Your task: Check every line of the data below for the string "Avenue", and copy the ones that hold it.

Stored data

_ _ _ _ _ _ _

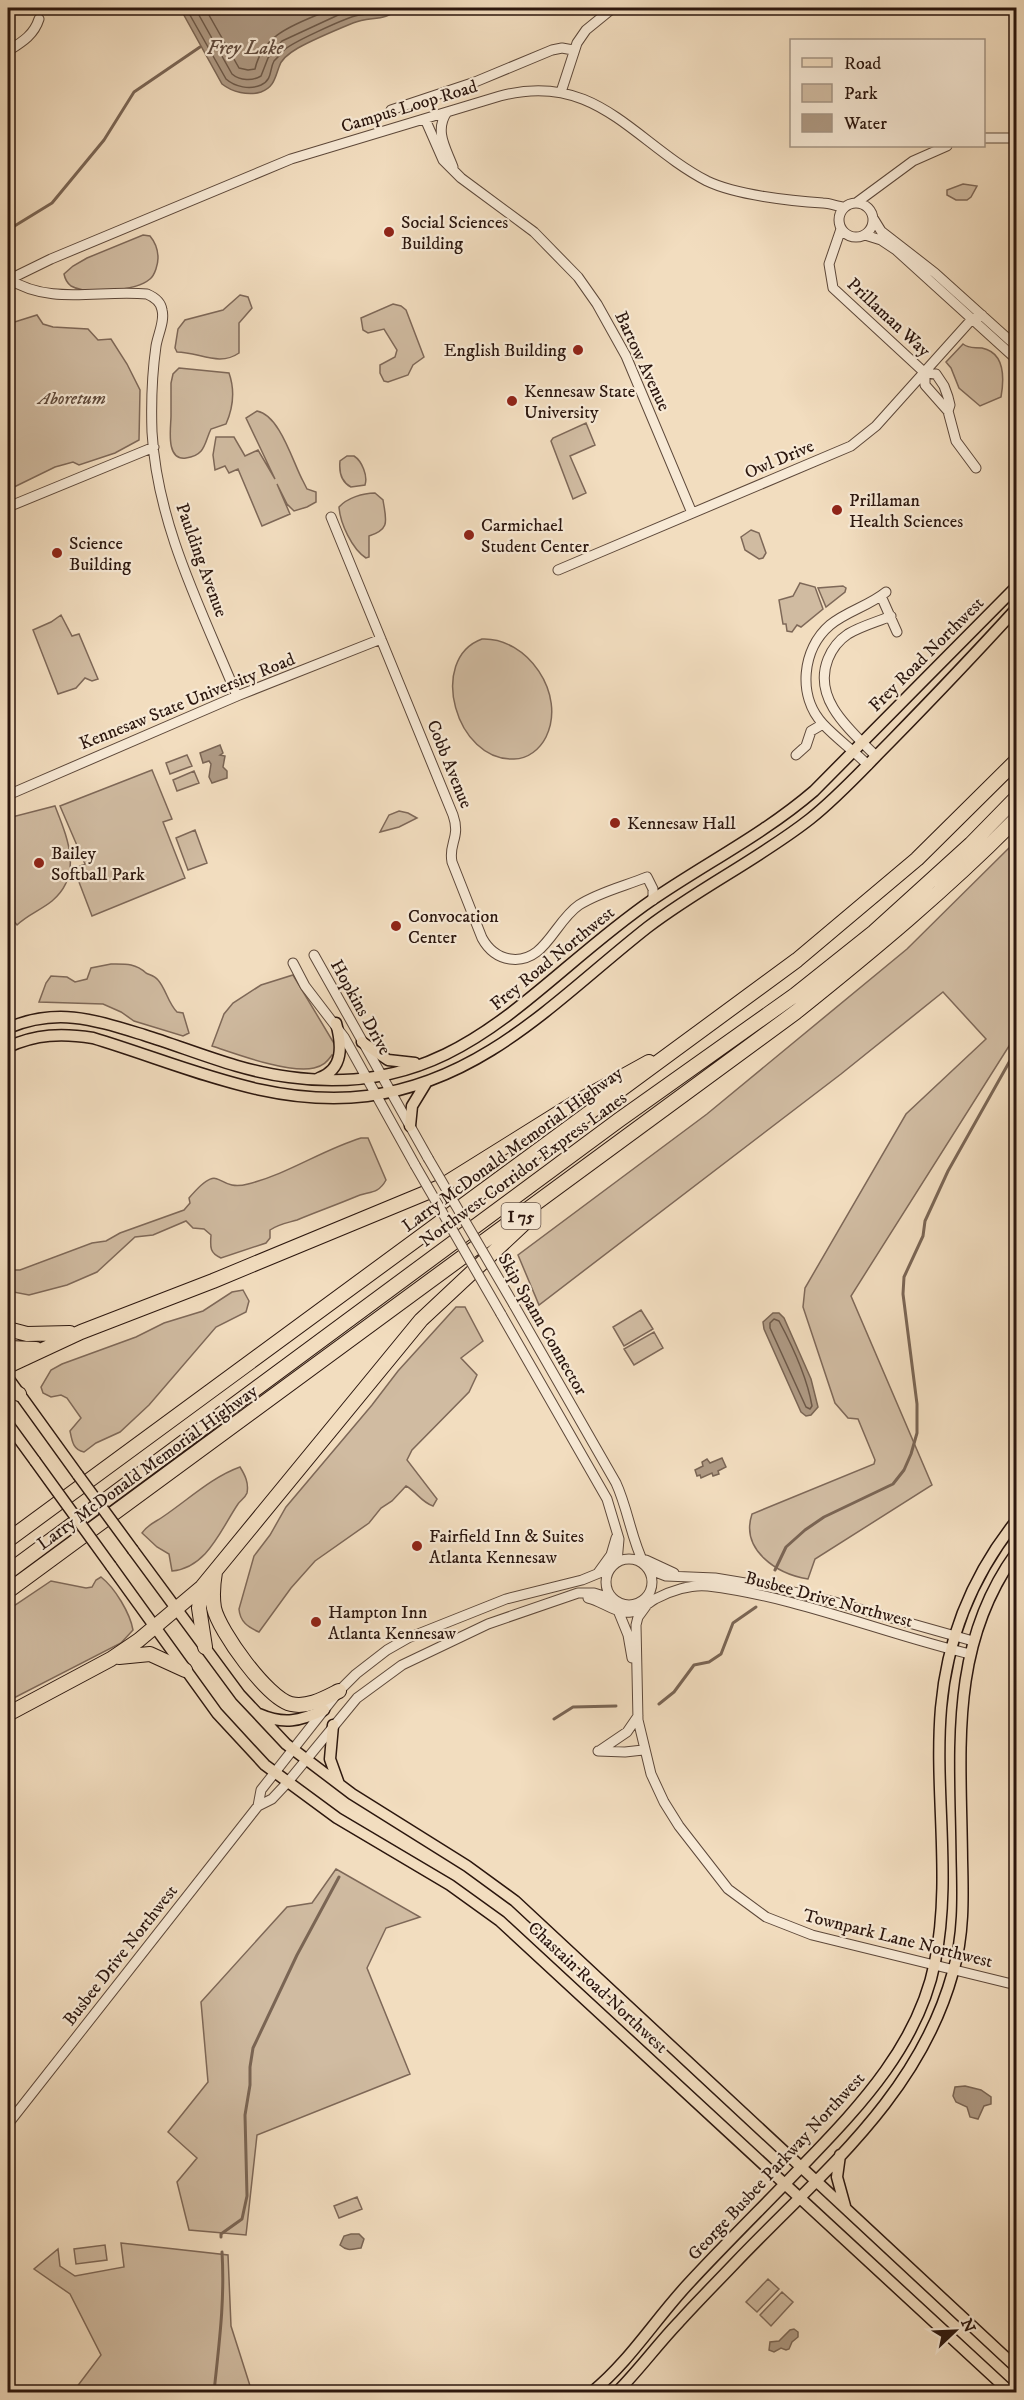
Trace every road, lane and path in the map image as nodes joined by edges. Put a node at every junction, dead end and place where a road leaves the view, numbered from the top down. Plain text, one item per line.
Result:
1 (613, 8) edge
2 (39, 19) dead end
3 (573, 50) junction
4 (8, 51) edge
5 (561, 92) junction
6 (392, 110) dead end
7 (447, 112) junction
8 (425, 119) junction
9 (985, 138) edge
10 (1017, 138) edge
11 (945, 147) edge
12 (455, 172) junction
13 (881, 185) junction
14 (817, 203) junction
15 (856, 203) junction
16 (845, 207) junction
17 (872, 215) junction
18 (840, 225) junction
19 (865, 235) junction
20 (850, 237) junction
21 (834, 250) junction
22 (8, 279) edge
23 (982, 315) junction
24 (972, 319) junction
25 (1017, 346) edge
26 (1017, 359) edge
27 (925, 374) junction
28 (948, 411) junction
29 (153, 447) junction
30 (976, 468) dead end
31 (8, 507) edge
32 (692, 513) junction
33 (331, 518) dead end
34 (558, 570) dead end
35 (1017, 587) edge
36 (1017, 609) edge
37 (891, 616) junction
38 (897, 632) dead end
39 (381, 639) junction
40 (237, 696) junction
41 (823, 724) junction
42 (862, 742) junction
43 (854, 751) junction
44 (796, 754) dead end
45 (876, 756) junction
46 (1017, 761) edge
47 (868, 765) junction
48 (8, 795) edge
49 (1017, 798) edge
50 (1017, 819) edge
51 (653, 900) junction
52 (314, 955) dead end
53 (293, 963) dead end
54 (336, 1023) junction
55 (8, 1028) edge
56 (698, 1035) junction
57 (362, 1042) junction
58 (8, 1047) edge
59 (428, 1062) junction
60 (380, 1075) junction
61 (367, 1077) junction
62 (315, 1080) junction
63 (426, 1083) junction
64 (391, 1092) junction
65 (375, 1095) junction
66 (413, 1131) junction
67 (557, 1189) junction
68 (8, 1329) edge
69 (81, 1332) junction
70 (8, 1348) edge
71 (44, 1348) junction
72 (8, 1366) edge
73 (8, 1378) edge
74 (13, 1392) edge
75 (8, 1424) edge
76 (1017, 1521) edge
77 (617, 1530) junction
78 (8, 1540) edge
79 (1017, 1553) edge
80 (639, 1555) junction
81 (617, 1562) junction
82 (646, 1567) junction
83 (609, 1569) junction
84 (216, 1571) junction
85 (8, 1572) edge
86 (597, 1575) junction
87 (690, 1575) junction
88 (202, 1587) junction
89 (8, 1591) edge
90 (615, 1603) junction
91 (646, 1606) junction
92 (176, 1608) junction
93 (154, 1626) junction
94 (955, 1635) junction
95 (974, 1641) junction
96 (205, 1647) junction
97 (951, 1649) junction
98 (970, 1654) junction
99 (111, 1659) junction
100 (185, 1670) junction
101 (636, 1681) junction
102 (339, 1691) junction
103 (324, 1710) junction
104 (256, 1713) junction
105 (8, 1714) edge
106 (638, 1716) junction
107 (333, 1725) junction
108 (293, 1749) junction
109 (643, 1750) junction
110 (306, 1759) junction
111 (274, 1773) junction
112 (287, 1783) junction
113 (339, 1784) junction
114 (258, 1806) junction
115 (935, 1965) junction
116 (954, 1969) junction
117 (1017, 1985) edge
118 (8, 2124) edge
119 (840, 2155) junction
120 (801, 2167) junction
121 (816, 2181) junction
122 (786, 2184) junction
123 (799, 2197) junction
124 (847, 2210) junction
125 (1017, 2367) edge
126 (592, 2392) edge
127 (617, 2392) edge
128 (1010, 2392) edge

1 - 3 street
2 - 4 street
3 - 5 street
3 - 6 street
5 - 7 street, Campus Loop Road
5 - 14 street, Campus Loop Road
7 - 8 street, Campus Loop Road
7 - 12 street
8 - 12 street, Bartow Avenue
8 - 22 street, Campus Loop Road
9 - 10 street
11 - 13 street
12 - 32 street, Bartow Avenue
13 - 15 street
13 - 17 street
14 - 16 street, Campus Loop Road
14 - 18 street, Campus Loop Road
15 - 16 street
15 - 17 street
16 - 18 street
17 - 19 street
17 - 23 street
18 - 20 street
18 - 21 street, Prillaman Way
19 - 20 street
19 - 24 street
20 - 21 street
21 - 27 street, Prillaman Way
22 - 29 street, Paulding Avenue
23 - 24 street
23 - 25 street
24 - 26 street
24 - 27 street, Owl Drive
27 - 28 street
27 - 28 street, Prillaman Way
27 - 32 street, Owl Drive
28 - 30 street
29 - 31 street
29 - 40 street, Paulding Avenue
32 - 34 street, Owl Drive
33 - 39 street, Cobb Avenue
35 - 42 main road, Frey Road Northwest
36 - 45 main road, Frey Road Northwest
37 - 38 street
37 - 41 street
37 - 42 street
39 - 40 street, Kennesaw State University Road
39 - 51 street, Cobb Avenue
40 - 48 street, Kennesaw State University Road
41 - 43 street
41 - 44 street
42 - 43 main road, Frey Road Northwest
42 - 45 street
43 - 47 street
43 - 51 main road, Frey Road Northwest
45 - 47 main road, Frey Road Northwest
46 - 56 highway, Larry McDonald Memorial Highway / I 75
47 - 63 main road, Frey Road Northwest
49 - 85 highway, Northwest Corridor Express Lanes
50 - 67 highway, Larry McDonald Memorial Highway / I 75
51 - 59 main road, Frey Road Northwest
52 - 57 street, Hopkins Drive
53 - 54 street, Hopkins Drive
54 - 61 street, Hopkins Drive
54 - 62 main road
55 - 62 main road, Frey Road Northwest
56 - 69 highway
56 - 78 highway, Larry McDonald Memorial Highway / I 75
57 - 59 main road
57 - 60 street, Hopkins Drive
58 - 65 main road, Frey Road Northwest
59 - 60 main road, Frey Road Northwest
60 - 61 main road, Frey Road Northwest
60 - 64 street, Skip Spann Connector
61 - 62 main road, Frey Road Northwest
61 - 65 street, Skip Spann Connector
63 - 64 main road, Frey Road Northwest
63 - 66 main road
64 - 65 main road, Frey Road Northwest
64 - 66 street, Skip Spann Connector
65 - 77 street, Skip Spann Connector, bridge
66 - 80 street, Skip Spann Connector, bridge
67 - 84 highway
67 - 89 highway, Larry McDonald Memorial Highway / I 75
68 - 69 highway
69 - 71 highway
70 - 71 highway
71 - 72 highway
73 - 74 main road, Chastain Road Northwest
74 - 92 main road, Chastain Road Northwest, bridge
75 - 93 main road, Chastain Road Northwest, bridge
76 - 94 main road, George Busbee Parkway Northwest
77 - 81 street, Skip Spann Connector
77 - 86 street
79 - 95 main road, George Busbee Parkway Northwest
80 - 82 street, Skip Spann Connector
80 - 87 street
81 - 82 street
81 - 83 street
82 - 87 street, Busbee Drive Northwest
82 - 90 street
83 - 86 street, Busbee Drive Northwest
83 - 90 street
84 - 88 highway
84 - 102 highway
86 - 102 street, Busbee Drive Northwest
87 - 94 street, Busbee Drive Northwest
88 - 92 highway
88 - 96 highway
90 - 91 street
90 - 101 street, Townpark Lane Northwest
90 - 107 street, Busbee Drive Northwest
91 - 97 street, Busbee Drive Northwest
91 - 101 street, Townpark Lane Northwest
92 - 93 highway
92 - 96 main road, Chastain Road Northwest
93 - 99 highway
93 - 100 main road, Chastain Road Northwest
94 - 95 street, Busbee Drive Northwest
94 - 97 main road, George Busbee Parkway Northwest
95 - 98 main road, George Busbee Parkway Northwest
96 - 104 main road, Chastain Road Northwest
97 - 98 street, Busbee Drive Northwest
97 - 115 main road, George Busbee Parkway Northwest
98 - 116 main road, George Busbee Parkway Northwest
99 - 100 highway
99 - 105 highway
100 - 111 main road, Chastain Road Northwest
101 - 106 street, Townpark Lane Northwest
102 - 103 street, Busbee Drive Northwest
103 - 104 main road
103 - 108 street, Busbee Drive Northwest
104 - 108 main road, Chastain Road Northwest
106 - 109 street, Townpark Lane Northwest
106 - 109 street
107 - 110 street, Busbee Drive Northwest
107 - 113 main road
108 - 110 main road, Chastain Road Northwest
108 - 111 street, Busbee Drive Northwest
109 - 115 street, Townpark Lane Northwest
110 - 112 street, Busbee Drive Northwest
110 - 113 main road, Chastain Road Northwest
111 - 112 main road, Chastain Road Northwest
111 - 114 street, Busbee Drive Northwest
112 - 114 street, Busbee Drive Northwest
112 - 122 main road, Chastain Road Northwest
113 - 120 main road, Chastain Road Northwest
114 - 118 street, Busbee Drive Northwest
115 - 116 street, Townpark Lane Northwest
115 - 120 main road, George Busbee Parkway Northwest
116 - 117 street, Townpark Lane Northwest
116 - 119 main road, George Busbee Parkway Northwest
119 - 121 main road, George Busbee Parkway Northwest
119 - 124 main road
120 - 121 main road, Chastain Road Northwest
120 - 122 main road, George Busbee Parkway Northwest
121 - 123 main road, George Busbee Parkway Northwest
121 - 124 main road, Chastain Road Northwest
122 - 123 main road, Chastain Road Northwest
122 - 126 main road, George Busbee Parkway Northwest
123 - 127 main road, George Busbee Parkway Northwest
123 - 128 main road, Chastain Road Northwest
124 - 125 main road, Chastain Road Northwest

_ _ _ _ _ _ _

Task output:
8 - 12 street, Bartow Avenue
12 - 32 street, Bartow Avenue
22 - 29 street, Paulding Avenue
29 - 40 street, Paulding Avenue
33 - 39 street, Cobb Avenue
39 - 51 street, Cobb Avenue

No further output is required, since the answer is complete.